Chapter Nine
"I'm sorry," I whisper when we arrive where he parked. He is just about to climb into his Hummer. It's barely audible, but he must've heard.
I watch his back when he turns around. I’m standing in the middle of the busy Oakland sidewalk, fiddling with my fingers, palms sweating, looking down at my chucks.
I pulled a dick move, time to own up to it. "Shane's not my wedding date. And we don't go on dates, period. We're friends. I didn't lie to you yesterday, and I'm not lying to you today. It's just that..."
I take a deep breath and close my eyes. Opening up to a stranger seems like an insane idea, but opening up to this hunky stranger—a guy who makes me feel so dazed, so hot, so bothered—in front of dozens of random bystanders, makes me feel downright nauseous. And still, his feelings matter, somehow.
"It's just that you kinda intimidate me. I'm sure you're a great guy. I just don't want to date you."
The few sexual encounters I’ve had were nothing to write home about. Sex was a way to be intimate with the two serious boyfriends I’ve had, not a tool for physical pleasure. They kneaded my breasts like it was cookie dough and drilled into me with the determination and grace of a drunken college kid jumping into a street fight.
I filed sex in my head as something rather underwhelming. Even if I could open up to the idea of dating a guy like Ty, I would embarrass myself no end the minute we stepped into the bedroom. He has the experience, the reputation and most probably really high expectations. I have nothing to offer him in this department.
He takes a step toward me, tilting my chin up with his finger and thumb. The hustle and bustle of the sidewalk blurs around me, the smell of food, body odor and pollution no longer wafts through my nostrils. His eyes shine with intensity. I want to break free from his gaze, but he is forcing me to stare at him, chaining me to this moment.
"You don't want to date me," he repeats evenly. No question mark.
I give him a quick nod, but my stomach is clenched, my body tight with anticipation. He takes another lazy step forward, his face unreadable.

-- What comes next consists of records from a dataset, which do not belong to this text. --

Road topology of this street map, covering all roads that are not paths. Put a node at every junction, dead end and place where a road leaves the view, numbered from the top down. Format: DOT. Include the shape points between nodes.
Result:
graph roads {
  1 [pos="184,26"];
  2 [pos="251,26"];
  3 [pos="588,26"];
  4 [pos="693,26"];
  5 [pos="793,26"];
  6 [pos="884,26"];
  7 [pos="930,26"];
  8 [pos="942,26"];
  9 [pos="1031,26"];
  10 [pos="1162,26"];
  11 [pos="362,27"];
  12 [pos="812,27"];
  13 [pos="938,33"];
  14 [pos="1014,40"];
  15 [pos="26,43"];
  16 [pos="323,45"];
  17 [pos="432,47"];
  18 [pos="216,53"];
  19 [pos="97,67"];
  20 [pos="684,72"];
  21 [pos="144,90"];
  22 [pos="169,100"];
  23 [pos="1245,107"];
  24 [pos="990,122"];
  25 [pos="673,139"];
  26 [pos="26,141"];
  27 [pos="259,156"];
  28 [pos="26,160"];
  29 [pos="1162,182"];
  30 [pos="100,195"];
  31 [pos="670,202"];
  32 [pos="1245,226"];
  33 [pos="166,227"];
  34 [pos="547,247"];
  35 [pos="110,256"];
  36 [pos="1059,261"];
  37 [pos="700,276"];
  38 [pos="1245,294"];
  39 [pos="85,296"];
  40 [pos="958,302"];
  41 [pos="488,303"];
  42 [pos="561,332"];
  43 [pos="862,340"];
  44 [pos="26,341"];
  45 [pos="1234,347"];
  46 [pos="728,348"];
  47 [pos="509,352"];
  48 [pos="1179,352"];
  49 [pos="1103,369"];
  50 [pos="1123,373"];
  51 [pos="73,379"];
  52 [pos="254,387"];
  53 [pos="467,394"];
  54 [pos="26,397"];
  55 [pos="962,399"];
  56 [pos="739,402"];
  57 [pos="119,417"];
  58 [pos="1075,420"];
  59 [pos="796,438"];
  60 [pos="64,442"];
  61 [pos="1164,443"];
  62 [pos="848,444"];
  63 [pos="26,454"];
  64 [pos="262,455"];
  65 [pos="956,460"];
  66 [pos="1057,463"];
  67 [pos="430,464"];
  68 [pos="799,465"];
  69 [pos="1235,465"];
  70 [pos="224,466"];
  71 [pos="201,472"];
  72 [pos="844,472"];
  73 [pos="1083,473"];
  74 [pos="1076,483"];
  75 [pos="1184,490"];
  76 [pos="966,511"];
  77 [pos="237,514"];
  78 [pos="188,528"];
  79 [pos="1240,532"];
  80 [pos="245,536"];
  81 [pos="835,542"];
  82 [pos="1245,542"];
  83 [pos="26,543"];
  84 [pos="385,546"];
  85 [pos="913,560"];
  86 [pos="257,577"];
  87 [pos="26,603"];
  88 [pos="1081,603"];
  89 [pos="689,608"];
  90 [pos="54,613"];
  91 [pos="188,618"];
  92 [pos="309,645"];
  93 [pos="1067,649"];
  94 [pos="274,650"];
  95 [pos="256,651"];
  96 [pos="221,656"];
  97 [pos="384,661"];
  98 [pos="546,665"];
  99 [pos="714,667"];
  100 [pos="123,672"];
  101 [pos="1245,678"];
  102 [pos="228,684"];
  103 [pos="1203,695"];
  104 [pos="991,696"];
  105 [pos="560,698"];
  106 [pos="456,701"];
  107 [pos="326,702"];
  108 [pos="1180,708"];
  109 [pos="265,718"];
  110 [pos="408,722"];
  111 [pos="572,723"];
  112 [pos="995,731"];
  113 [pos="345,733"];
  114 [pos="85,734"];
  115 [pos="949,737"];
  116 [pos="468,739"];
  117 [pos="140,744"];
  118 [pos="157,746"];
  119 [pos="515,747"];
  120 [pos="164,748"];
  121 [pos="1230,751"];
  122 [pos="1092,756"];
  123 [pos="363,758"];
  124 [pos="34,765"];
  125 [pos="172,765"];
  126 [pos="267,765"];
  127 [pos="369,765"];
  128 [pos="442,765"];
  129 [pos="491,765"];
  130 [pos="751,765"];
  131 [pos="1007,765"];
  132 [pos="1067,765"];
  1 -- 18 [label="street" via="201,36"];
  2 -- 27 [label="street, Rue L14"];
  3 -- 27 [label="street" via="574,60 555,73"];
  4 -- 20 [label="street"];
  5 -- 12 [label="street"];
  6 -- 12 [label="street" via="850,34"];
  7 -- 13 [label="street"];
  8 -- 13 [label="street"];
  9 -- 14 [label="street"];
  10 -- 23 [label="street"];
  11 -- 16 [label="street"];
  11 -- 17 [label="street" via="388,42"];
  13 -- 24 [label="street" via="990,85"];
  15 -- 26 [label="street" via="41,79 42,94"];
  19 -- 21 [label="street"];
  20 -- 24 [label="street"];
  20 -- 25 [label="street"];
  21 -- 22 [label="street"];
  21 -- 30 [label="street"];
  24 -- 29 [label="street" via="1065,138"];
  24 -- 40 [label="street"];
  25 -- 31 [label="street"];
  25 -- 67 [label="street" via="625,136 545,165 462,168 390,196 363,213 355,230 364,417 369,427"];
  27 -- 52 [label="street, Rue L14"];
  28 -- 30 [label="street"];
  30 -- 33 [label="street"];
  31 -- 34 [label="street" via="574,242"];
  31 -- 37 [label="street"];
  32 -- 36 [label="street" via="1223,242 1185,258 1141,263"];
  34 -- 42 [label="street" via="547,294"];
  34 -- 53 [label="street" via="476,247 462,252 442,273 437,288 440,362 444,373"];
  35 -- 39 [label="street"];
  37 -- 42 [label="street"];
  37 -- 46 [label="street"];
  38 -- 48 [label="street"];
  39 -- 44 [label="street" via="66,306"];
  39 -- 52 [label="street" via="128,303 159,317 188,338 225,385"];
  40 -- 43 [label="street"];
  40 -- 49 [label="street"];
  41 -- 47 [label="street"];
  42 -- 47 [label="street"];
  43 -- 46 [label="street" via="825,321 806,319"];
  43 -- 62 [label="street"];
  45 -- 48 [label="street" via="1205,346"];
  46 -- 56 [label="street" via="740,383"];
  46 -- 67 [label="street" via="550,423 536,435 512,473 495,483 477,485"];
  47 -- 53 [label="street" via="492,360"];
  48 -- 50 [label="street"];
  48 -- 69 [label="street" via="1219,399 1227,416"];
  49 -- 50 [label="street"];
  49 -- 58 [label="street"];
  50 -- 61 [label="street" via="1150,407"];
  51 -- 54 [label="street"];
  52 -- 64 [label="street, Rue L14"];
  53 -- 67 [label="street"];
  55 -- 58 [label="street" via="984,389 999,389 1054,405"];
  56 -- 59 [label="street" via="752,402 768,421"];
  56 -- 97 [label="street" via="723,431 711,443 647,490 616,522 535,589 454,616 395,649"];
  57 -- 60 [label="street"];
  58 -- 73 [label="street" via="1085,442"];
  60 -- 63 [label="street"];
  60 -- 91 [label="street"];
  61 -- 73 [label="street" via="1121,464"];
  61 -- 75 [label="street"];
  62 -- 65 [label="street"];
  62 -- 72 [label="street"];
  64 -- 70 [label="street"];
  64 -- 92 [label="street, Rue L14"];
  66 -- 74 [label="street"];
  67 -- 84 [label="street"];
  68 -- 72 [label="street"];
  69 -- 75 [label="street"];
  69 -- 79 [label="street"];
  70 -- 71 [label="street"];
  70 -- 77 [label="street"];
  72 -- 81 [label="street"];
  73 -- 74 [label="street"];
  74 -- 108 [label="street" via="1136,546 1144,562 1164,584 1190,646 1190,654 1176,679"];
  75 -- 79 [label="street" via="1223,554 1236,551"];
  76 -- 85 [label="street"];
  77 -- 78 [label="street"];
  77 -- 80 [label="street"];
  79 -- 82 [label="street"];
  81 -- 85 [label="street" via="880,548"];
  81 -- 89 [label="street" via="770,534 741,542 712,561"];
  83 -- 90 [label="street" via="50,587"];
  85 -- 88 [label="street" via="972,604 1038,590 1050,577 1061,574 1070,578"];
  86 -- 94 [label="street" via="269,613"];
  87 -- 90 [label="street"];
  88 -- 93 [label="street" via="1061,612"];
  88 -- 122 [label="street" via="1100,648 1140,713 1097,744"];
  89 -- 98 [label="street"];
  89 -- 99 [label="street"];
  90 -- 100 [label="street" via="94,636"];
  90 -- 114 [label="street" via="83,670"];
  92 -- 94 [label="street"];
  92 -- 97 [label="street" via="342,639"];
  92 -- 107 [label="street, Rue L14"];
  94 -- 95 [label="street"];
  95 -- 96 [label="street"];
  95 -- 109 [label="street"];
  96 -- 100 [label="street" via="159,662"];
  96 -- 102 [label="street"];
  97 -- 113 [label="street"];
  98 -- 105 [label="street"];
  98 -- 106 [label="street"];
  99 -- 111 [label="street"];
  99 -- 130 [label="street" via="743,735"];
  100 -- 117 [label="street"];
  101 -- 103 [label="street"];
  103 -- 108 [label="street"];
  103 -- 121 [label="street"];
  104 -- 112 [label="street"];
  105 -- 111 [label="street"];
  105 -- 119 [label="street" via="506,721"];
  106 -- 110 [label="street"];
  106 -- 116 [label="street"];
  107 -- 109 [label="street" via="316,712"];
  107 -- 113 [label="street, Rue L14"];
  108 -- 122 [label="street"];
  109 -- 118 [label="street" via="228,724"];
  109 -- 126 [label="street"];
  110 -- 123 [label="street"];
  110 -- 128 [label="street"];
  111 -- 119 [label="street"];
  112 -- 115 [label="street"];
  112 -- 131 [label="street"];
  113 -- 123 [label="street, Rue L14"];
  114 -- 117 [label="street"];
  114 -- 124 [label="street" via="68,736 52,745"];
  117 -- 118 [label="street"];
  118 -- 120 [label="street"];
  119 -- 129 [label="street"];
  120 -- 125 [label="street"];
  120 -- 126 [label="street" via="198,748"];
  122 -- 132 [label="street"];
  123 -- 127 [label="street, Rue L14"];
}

"I'm going to kiss you now. If you don't want me to, turn away. Offer me your cheek. I won't be mad." There's a beat before he continues. "And you'll still get your interview."
My heart is crashing against my sternum when his forehead dips into mine. I’m swimming in a warm pool of honey.

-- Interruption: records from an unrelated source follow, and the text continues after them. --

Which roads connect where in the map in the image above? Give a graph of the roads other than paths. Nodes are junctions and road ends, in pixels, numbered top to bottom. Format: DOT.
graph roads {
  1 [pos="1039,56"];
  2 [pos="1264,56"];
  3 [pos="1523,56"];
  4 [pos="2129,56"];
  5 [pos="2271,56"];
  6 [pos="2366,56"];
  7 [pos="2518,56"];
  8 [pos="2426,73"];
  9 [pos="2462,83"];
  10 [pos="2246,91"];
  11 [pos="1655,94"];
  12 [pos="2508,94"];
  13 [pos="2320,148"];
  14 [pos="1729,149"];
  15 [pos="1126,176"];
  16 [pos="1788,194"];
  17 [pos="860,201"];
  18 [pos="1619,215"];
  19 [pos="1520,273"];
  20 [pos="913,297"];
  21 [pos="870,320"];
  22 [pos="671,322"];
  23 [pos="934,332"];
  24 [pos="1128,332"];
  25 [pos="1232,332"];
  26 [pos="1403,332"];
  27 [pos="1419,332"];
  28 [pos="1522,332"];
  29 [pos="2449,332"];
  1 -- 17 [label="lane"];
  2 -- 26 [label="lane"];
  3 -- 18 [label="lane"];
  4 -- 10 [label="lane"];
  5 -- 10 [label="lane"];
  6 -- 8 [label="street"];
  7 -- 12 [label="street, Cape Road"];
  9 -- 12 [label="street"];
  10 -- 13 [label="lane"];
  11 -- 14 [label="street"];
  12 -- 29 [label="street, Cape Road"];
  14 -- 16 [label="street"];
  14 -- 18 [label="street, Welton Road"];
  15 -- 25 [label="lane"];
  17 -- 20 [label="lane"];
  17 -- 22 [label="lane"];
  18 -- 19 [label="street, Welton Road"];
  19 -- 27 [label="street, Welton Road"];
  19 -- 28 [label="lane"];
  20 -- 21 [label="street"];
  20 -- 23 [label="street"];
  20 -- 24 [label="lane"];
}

Turn away, I tell myself. Don't do this. He's offered you an exit route. Move your feet and run.
But I don't. I close my eyes, my breath hitches, and I wait. And wait. Then wait some more, my skin itching for his touch. He's always chewing gum, and the minute I smell it—the minty sweet twist—I part my lips and let out a soft moan.
His lips find mine, brushing my mouth, leaving warm tingles wherever they touch. He's testing the waters. No tongue. No rage, just pure, surprising gentleness.

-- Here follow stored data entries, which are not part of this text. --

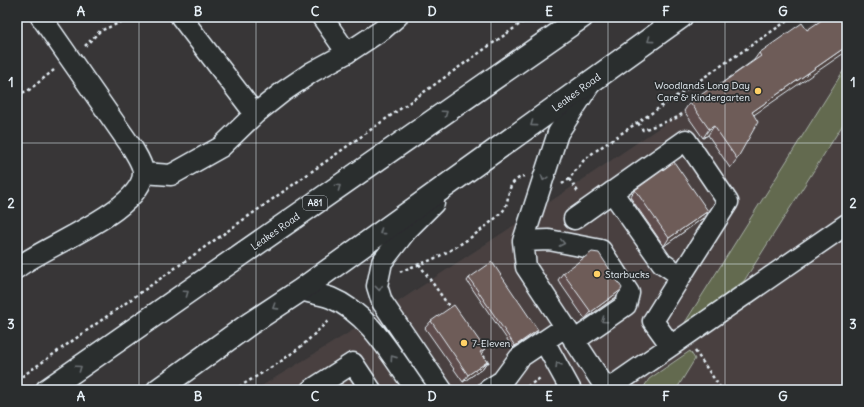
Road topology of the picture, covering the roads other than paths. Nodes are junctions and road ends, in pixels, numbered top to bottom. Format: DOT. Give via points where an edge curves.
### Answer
graph roads {
  1 [pos="41,17"];
  2 [pos="181,17"];
  3 [pos="322,17"];
  4 [pos="397,17"];
  5 [pos="582,17"];
  6 [pos="681,17"];
  7 [pos="347,53"];
  8 [pos="592,81"];
  9 [pos="255,114"];
  10 [pos="467,171"];
  11 [pos="143,173"];
  12 [pos="612,192"];
  13 [pos="582,214"];
  14 [pos="847,224"];
  15 [pos="523,241"];
  16 [pos="20,258"];
  17 [pos="681,276"];
  18 [pos="301,290"];
  19 [pos="570,334"];
  20 [pos="544,341"];
  21 [pos="671,346"];
  22 [pos="495,386"];
  23 [pos="47,390"];
  24 [pos="158,390"];
  25 [pos="311,390"];
  26 [pos="371,390"];
  27 [pos="416,390"];
  28 [pos="442,390"];
  29 [pos="571,390"];
  30 [pos="607,390"];
  1 -- 11 [label="lane" via="133,149 140,160"];
  2 -- 9 [label="lane"];
  3 -- 7 [label="lane"];
  4 -- 7 [label="lane"];
  23 -- 5 [label="highway, Leakes Road / A81, one-way"];
  6 -- 8 [label="highway, Leakes Road, one-way"];
  7 -- 9 [label="lane" via="312,72"];
  8 -- 10 [label="highway, Leakes Road, one-way"];
  8 -- 15 [label="lane, one-way" via="558,133"];
  9 -- 11 [label="lane" via="221,147 171,175"];
  10 -- 18 [label="highway, Leakes Road, one-way"];
  10 -- 28 [label="lane, one-way" via="407,230 382,262 377,286 382,302"];
  11 -- 16 [label="lane" via="139,187 122,205 90,227"];
  12 -- 13 [label="lane"];
  12 -- 17 [label="lane" via="662,263"];
  12 -- 17 [label="lane" via="686,140 728,202"];
  14 -- 21 [label="lane"];
  15 -- 19 [label="lane" via="526,268"];
  15 -- 19 [label="lane, one-way" via="549,240 601,250 629,292 626,305"];
  17 -- 21 [label="lane" via="653,320"];
  18 -- 24 [label="highway, Leakes Road, one-way"];
  27 -- 18 [label="lane, one-way" via="362,317 330,297"];
  19 -- 20 [label="lane"];
  19 -- 30 [label="lane"];
  20 -- 22 [label="lane" via="519,358"];
  20 -- 29 [label="lane"];
  21 -- 30 [label="lane"];
  25 -- 26 [label="lane" via="353,364"];
}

My toes curl when I feel him grasping my waist to bring me closer, body to body. He feels so firm and tight against my small frame. The only things separating us are a few pieces of clothing and my goddamn stubbornness. A stranger's shoulder bumps into mine by accident, and Ty is quick to shield me from the rest of the throng with his back, cornering me against a storefront, making sure that I'm safe.
His hand is in my hair and his body is pressed against mine, when he finally parts his lips, and not a moment too soon. His tongue explores my mouth eagerly, and I can't help but grin into his lips. He grins back, still kissing, so I allow myself to wrap my arms around his neck, my fingers trailing over his tattoo softly. I know that logically, we are not physically compatible. He is huge and I'm pretty small, but based on kissing him alone, it feels like we were created especially for one another.
We kiss for ten minutes, maybe a little more, but when we break away and I lift my eyes to his, my cheeks flushed, my heart stops completely.
The twinkle in his eyes is priceless. Different. Almost freaking vulnerable.
I want to remember this.
The surprise in his eyes, the tenderness of his touch, the sparks flying between us when I finally found out what he probably knew long ago—that I wanted him. Wanted this.
I touch my cheek self-consciously, so Ty lifts his hand to stroke my knuckles, his tone all business.
"Suffice to say you do want to date me."
I laugh into his chest, no longer afraid of his touch. I kissed him and survived. I kissed him and it was delicious. I kissed him and found out that despite his reputation, and the fears I failed to keep at bay, he was just a boy, kissing a girl, hoping she'd like it—and him—after all.